Records contained in a dataset

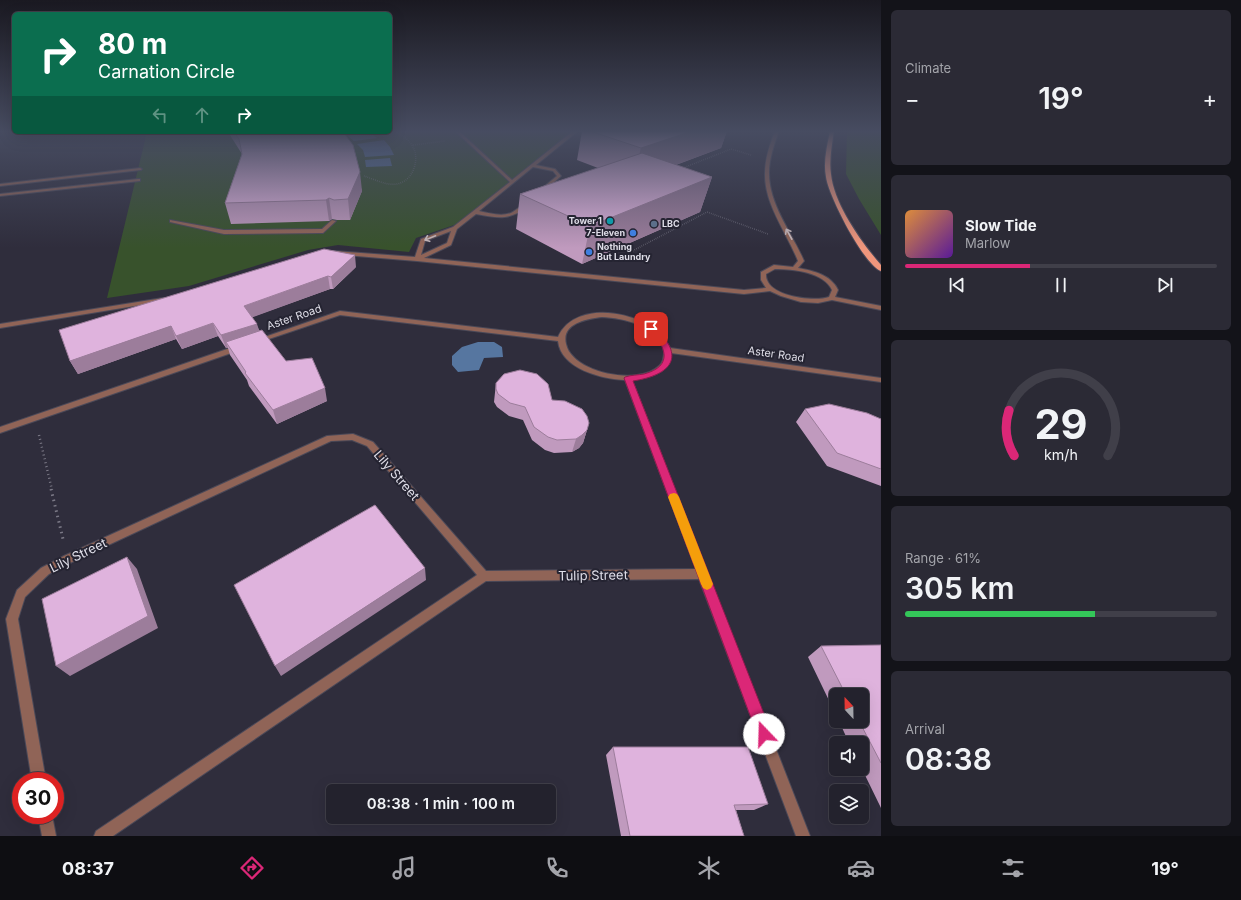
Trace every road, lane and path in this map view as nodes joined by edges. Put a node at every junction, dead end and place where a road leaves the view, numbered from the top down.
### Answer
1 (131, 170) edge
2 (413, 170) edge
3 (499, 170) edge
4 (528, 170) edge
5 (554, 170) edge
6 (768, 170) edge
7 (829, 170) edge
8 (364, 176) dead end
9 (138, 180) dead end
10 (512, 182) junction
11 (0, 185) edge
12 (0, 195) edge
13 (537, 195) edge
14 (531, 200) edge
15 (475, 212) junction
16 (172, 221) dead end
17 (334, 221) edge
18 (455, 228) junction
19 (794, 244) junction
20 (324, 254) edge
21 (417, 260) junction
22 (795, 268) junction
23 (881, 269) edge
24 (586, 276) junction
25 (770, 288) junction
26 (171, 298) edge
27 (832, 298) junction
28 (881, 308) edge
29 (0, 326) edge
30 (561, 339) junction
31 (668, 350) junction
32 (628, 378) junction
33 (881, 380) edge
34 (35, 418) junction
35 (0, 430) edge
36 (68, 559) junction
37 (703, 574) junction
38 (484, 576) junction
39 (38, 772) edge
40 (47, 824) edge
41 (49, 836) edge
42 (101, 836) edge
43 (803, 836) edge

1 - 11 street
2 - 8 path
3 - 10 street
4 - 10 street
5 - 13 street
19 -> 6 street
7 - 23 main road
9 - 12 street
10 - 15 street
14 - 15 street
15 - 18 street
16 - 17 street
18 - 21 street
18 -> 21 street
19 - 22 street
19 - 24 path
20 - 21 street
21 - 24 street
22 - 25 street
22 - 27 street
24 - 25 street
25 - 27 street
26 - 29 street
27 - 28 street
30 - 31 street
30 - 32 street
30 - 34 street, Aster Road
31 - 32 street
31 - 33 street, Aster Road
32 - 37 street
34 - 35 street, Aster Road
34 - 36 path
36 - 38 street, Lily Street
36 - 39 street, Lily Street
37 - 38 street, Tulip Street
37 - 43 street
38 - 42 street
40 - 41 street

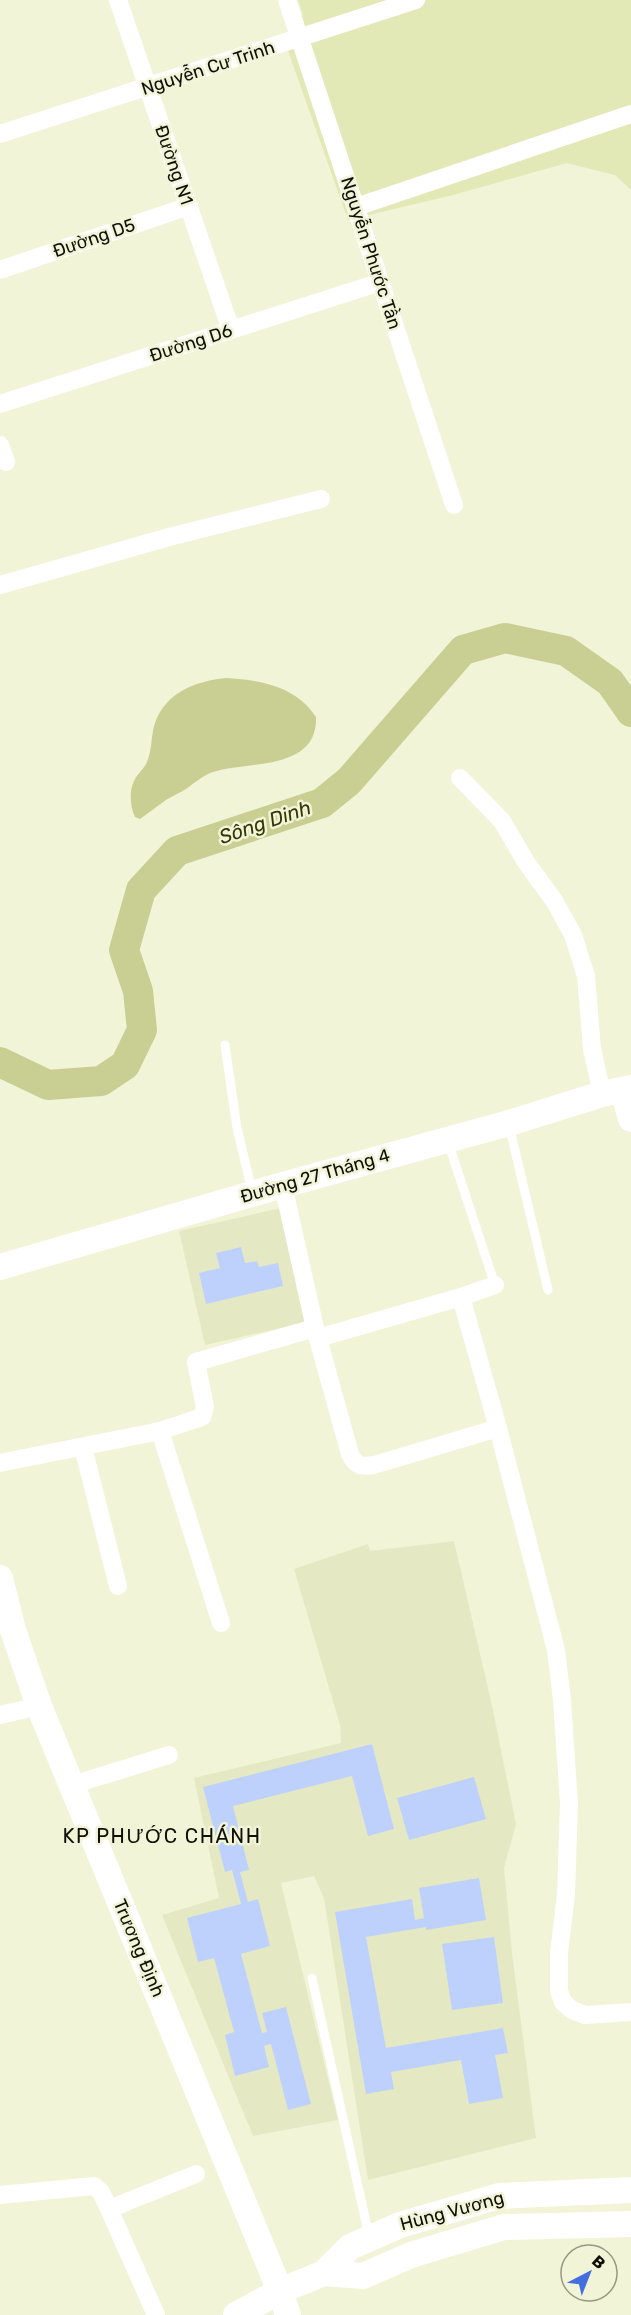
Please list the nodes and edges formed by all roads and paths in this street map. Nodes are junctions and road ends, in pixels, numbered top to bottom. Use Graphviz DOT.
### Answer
==
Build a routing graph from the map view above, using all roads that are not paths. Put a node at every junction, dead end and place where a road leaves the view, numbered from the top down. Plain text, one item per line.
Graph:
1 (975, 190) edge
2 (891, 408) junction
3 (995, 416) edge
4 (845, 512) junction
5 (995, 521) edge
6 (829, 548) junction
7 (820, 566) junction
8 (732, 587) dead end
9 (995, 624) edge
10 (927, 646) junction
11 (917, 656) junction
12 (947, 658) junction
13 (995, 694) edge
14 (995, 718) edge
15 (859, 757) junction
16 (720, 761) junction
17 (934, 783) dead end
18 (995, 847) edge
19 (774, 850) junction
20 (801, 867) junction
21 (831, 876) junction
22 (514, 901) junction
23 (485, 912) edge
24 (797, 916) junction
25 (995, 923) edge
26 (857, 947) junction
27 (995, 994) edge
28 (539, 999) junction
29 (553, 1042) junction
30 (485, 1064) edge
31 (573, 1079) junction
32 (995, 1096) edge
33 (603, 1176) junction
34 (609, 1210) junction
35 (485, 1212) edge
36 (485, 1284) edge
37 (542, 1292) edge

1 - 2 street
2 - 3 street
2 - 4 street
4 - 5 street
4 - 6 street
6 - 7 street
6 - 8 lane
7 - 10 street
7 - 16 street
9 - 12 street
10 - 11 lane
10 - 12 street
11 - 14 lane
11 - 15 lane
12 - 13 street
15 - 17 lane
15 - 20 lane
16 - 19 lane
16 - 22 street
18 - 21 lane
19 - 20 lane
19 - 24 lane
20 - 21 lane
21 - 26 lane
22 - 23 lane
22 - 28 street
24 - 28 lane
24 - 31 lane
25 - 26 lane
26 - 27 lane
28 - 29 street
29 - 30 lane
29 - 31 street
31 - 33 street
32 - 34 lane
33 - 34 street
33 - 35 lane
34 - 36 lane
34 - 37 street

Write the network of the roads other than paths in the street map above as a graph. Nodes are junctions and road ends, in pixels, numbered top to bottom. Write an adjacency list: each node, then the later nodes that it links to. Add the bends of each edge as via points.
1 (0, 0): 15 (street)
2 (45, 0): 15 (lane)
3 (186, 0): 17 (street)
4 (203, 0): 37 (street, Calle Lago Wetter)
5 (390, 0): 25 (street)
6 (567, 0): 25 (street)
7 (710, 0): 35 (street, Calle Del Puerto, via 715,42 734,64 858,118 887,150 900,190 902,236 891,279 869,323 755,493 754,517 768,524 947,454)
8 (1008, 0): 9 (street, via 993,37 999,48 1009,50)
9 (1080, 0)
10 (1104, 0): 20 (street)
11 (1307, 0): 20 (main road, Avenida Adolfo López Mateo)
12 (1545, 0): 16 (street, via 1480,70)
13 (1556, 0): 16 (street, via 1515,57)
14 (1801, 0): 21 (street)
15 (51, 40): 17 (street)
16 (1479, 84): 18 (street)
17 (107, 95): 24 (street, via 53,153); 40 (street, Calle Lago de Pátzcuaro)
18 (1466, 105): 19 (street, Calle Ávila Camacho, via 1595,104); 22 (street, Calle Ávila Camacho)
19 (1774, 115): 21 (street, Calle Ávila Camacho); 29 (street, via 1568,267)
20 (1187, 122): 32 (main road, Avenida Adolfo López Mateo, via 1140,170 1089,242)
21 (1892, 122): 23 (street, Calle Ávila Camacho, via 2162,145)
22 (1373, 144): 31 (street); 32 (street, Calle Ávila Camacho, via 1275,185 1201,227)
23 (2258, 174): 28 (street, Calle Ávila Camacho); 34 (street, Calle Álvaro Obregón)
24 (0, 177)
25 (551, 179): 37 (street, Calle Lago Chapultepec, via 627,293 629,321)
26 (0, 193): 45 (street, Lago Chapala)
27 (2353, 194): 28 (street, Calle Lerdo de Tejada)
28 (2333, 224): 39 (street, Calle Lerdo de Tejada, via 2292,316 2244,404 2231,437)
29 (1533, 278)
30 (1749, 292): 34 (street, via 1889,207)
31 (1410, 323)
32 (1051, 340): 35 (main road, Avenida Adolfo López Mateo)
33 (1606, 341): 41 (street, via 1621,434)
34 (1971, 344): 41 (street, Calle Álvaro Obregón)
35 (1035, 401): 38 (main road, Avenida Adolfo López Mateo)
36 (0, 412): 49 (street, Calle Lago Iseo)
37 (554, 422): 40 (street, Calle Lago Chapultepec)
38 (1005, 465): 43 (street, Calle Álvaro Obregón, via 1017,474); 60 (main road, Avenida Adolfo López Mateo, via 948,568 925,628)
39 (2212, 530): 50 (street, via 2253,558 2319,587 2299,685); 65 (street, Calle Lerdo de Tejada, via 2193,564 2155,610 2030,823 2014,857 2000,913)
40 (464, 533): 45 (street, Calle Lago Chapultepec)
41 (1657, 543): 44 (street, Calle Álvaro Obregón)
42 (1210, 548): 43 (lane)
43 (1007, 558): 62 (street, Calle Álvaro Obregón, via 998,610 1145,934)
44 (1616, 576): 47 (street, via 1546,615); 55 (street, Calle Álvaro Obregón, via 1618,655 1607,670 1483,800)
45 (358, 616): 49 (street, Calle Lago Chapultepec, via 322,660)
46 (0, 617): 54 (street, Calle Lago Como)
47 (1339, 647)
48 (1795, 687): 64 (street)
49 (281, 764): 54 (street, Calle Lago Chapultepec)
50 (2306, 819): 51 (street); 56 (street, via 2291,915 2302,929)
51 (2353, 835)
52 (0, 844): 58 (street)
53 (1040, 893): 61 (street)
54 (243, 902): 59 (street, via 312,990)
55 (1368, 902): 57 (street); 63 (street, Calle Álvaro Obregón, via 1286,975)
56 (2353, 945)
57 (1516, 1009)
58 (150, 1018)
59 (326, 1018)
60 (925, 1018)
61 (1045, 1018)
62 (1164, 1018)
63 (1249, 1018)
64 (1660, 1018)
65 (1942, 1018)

--- Task instructions ---
Copy out every line of the records that the string "this" appears in.

--- Answer for the task ---
Trace every road, lane and path in this map view as nodes joined by edges. Put a node at every junction, dead end and place where a road leaves the view, numbered from the top down.
Please list the nodes and edges formed by all roads and paths in this street map. Nodes are junctions and road ends, in pixels, numbered top to bottom. Use Graphviz DOT.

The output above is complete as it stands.